The crash dump will be changed to indicate that it has been encrypted (by setting the new DF_ENCRYPTED in dump_flags). The header itself will be in cleartext, as will the trailing the header, and the performance metrics. The header will add the following members:

  1. dump_crypt_algo: Encryption algorithm used. Only valid values are DUMP_CRYPT_ALGO_NONE and DUMP_CRYPT_ALGO_CHACHA.

  2. dump_crypt_hmac: DUMP_CRYPT_HMACLEN length HMAC, which is the result of using dump_crypt_algo to encrypt the first DUMP_CRYPT_HMACLEN bytes of the dump_utsname member. (The purpose of the HMAC is to allow for quick key rejection without decrypting the entire dump.)

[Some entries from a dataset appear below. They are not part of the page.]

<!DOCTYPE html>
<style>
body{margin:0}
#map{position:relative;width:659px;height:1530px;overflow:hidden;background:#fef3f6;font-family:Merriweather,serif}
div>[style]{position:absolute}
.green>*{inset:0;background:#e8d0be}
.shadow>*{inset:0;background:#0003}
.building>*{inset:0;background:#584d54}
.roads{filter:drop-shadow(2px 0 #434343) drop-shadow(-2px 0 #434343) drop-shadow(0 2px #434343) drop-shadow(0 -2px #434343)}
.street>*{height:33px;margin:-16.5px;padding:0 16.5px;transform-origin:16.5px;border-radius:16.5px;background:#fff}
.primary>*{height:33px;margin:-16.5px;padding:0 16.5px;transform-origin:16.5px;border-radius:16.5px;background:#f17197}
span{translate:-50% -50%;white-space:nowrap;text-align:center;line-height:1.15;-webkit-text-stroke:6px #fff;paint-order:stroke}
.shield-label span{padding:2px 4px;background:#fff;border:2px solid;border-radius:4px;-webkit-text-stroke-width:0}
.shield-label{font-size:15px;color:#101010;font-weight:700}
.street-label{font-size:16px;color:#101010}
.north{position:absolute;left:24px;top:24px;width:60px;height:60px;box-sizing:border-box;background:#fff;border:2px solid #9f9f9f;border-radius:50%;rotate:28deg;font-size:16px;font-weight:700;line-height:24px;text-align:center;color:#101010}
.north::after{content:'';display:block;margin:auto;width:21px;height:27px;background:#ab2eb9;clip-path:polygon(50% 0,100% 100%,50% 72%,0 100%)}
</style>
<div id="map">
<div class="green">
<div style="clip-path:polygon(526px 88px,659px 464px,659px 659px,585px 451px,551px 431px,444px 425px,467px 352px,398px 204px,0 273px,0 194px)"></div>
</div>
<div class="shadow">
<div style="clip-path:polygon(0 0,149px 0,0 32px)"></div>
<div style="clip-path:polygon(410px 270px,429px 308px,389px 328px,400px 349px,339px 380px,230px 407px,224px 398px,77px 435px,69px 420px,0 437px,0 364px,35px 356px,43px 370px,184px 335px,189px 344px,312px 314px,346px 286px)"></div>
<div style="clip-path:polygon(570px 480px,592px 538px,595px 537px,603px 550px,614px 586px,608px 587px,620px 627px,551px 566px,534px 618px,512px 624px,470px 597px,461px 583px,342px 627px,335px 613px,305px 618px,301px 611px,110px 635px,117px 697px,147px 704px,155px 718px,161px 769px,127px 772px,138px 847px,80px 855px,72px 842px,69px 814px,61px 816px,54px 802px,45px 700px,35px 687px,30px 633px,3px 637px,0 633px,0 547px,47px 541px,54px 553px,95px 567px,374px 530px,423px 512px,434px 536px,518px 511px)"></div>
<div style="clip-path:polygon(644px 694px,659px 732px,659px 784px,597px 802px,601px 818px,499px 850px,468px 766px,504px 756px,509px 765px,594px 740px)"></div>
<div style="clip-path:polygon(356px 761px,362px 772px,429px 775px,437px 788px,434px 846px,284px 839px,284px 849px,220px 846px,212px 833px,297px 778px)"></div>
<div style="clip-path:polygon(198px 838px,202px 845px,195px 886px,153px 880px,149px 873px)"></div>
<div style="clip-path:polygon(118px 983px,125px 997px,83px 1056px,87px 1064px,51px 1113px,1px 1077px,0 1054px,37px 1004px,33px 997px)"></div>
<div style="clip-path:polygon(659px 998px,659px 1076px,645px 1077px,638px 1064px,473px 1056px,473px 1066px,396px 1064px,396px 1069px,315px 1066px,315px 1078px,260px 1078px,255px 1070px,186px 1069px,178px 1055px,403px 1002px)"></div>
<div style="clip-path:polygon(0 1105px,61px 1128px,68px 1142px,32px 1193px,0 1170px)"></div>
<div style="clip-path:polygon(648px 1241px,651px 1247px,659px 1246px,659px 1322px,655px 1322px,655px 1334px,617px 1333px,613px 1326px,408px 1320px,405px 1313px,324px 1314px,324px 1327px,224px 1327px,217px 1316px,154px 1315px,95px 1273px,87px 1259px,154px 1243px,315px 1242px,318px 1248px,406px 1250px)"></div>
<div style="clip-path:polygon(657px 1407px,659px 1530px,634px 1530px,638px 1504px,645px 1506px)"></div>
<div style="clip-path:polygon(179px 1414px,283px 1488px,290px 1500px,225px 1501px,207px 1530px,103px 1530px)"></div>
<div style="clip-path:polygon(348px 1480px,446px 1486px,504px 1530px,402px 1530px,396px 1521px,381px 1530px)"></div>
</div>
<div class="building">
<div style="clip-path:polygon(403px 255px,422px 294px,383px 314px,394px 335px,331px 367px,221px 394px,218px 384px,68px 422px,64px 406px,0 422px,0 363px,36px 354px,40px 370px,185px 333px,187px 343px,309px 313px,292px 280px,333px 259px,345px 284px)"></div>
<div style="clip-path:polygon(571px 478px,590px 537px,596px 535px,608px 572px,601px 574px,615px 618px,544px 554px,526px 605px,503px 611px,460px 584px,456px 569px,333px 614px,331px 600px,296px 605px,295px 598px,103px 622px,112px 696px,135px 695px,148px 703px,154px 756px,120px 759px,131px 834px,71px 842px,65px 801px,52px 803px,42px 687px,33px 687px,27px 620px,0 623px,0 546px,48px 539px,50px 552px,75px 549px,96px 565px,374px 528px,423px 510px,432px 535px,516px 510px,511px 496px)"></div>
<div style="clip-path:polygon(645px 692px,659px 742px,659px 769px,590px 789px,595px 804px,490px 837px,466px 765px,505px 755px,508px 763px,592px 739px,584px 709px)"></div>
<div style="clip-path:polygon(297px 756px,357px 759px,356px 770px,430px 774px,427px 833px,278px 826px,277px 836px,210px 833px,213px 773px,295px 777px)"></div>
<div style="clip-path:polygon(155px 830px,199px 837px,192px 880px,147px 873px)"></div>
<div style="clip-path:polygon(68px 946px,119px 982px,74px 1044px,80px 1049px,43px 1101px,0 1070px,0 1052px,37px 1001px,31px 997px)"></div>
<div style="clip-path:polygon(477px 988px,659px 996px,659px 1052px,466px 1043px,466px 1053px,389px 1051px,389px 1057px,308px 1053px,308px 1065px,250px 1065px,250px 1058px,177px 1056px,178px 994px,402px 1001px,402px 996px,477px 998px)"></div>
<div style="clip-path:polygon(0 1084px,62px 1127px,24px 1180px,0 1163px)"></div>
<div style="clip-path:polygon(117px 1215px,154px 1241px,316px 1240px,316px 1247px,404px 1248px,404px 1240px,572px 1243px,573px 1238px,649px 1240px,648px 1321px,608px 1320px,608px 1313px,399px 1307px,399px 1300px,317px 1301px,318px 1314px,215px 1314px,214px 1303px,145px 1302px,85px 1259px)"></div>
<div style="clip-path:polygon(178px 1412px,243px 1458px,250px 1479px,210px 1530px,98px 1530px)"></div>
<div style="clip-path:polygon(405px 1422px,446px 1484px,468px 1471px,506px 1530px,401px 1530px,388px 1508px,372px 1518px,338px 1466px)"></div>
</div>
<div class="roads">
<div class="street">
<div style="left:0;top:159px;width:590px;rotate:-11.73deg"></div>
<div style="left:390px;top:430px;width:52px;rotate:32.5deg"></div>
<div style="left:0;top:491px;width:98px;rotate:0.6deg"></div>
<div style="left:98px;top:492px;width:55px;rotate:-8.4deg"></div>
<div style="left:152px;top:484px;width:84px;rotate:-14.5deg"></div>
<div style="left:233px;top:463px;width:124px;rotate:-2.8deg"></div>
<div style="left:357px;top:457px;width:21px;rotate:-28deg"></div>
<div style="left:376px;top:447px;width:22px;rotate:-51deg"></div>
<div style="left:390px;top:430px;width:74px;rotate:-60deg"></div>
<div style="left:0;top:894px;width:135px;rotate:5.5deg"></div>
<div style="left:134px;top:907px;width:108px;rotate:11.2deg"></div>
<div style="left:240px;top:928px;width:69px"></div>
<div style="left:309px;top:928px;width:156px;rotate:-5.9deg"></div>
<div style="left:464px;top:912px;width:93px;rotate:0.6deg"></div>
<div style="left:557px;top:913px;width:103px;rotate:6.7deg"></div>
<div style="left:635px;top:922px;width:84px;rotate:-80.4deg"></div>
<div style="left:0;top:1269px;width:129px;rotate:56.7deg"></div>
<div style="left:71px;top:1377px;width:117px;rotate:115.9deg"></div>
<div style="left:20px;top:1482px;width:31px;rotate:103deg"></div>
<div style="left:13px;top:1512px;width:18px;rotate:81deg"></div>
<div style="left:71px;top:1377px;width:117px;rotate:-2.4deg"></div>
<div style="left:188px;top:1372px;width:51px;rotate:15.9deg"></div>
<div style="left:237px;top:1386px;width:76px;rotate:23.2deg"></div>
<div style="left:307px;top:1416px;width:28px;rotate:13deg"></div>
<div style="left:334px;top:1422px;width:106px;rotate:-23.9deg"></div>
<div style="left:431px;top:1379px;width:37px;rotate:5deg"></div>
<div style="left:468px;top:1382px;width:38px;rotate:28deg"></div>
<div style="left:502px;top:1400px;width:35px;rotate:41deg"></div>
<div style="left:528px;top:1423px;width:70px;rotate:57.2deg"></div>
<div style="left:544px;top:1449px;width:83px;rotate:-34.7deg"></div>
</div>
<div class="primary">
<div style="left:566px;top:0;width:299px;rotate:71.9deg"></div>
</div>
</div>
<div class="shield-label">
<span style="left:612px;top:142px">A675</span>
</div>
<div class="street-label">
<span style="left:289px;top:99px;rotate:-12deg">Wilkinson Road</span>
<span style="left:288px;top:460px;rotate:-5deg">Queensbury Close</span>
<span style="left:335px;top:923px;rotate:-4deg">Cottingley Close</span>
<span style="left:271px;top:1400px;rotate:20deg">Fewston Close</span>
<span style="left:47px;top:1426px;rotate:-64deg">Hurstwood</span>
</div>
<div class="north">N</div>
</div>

  3. dump_crypt_nonce: DUMP_CRYPT_NONCELEN of nonce, used as the initialization vector for dump_crypt_algo

Note the DUMP_VERSION will be bumped to reflect the new changes -- which will prevent an older crash dump from being saved on a newer system. This may be a particular problem where machines spontaneously upgrade: panicking on an old platform or rebooting onto a new one. In this case, the crash dump will have to be extracted manually via an old savecore binary.

dumpsys changes

The actual act of encryption will occur in the (always single-threaded) path that actually performs I/O; where multi-threaded dump is enabled, encryption will remain single-threaded. The encryption mode will be CTR mode.

savecore changes

Crash dumps are saved from the dump device via the savecore command. As with dumpadm, savecore will be modified to take a key file in the same manner (also via the addition of -k option). Decompression can only occur on a decrypted dump; when dump encryption is enabled, savecore must store the dump in its compressed state (which is already the default behavior). If the provided key does not match the encryption key, savecore will use the HMAC to determine this condition and fail explicitly. savecore will always write the dump in a compressed, decrypted form: if ZFS encryption is not in use, the operator needs to take care about writing the decrypted dump to otherwise unencrypted media.

Performance

While the overriding principle is robustness, it must also be true that crash dumping is not made pathologically slow. ChaCha20 seems to fit these constraints but to be able to see the performance in production, the (terrible) METRICS.csv has been augmented to include the amount of time spent in encryption (..crypt nsec). While the exact number will naturally fluctuate based on machine and architecture, the cost of compression appears to be on the order of ~2 μsecs/page -- which is dwarfed by compression time (~6-10 μsecs/page) and I/O time (varies, but generally at least 10 μsecs/page). Certainly, the performance seems to not be pathological.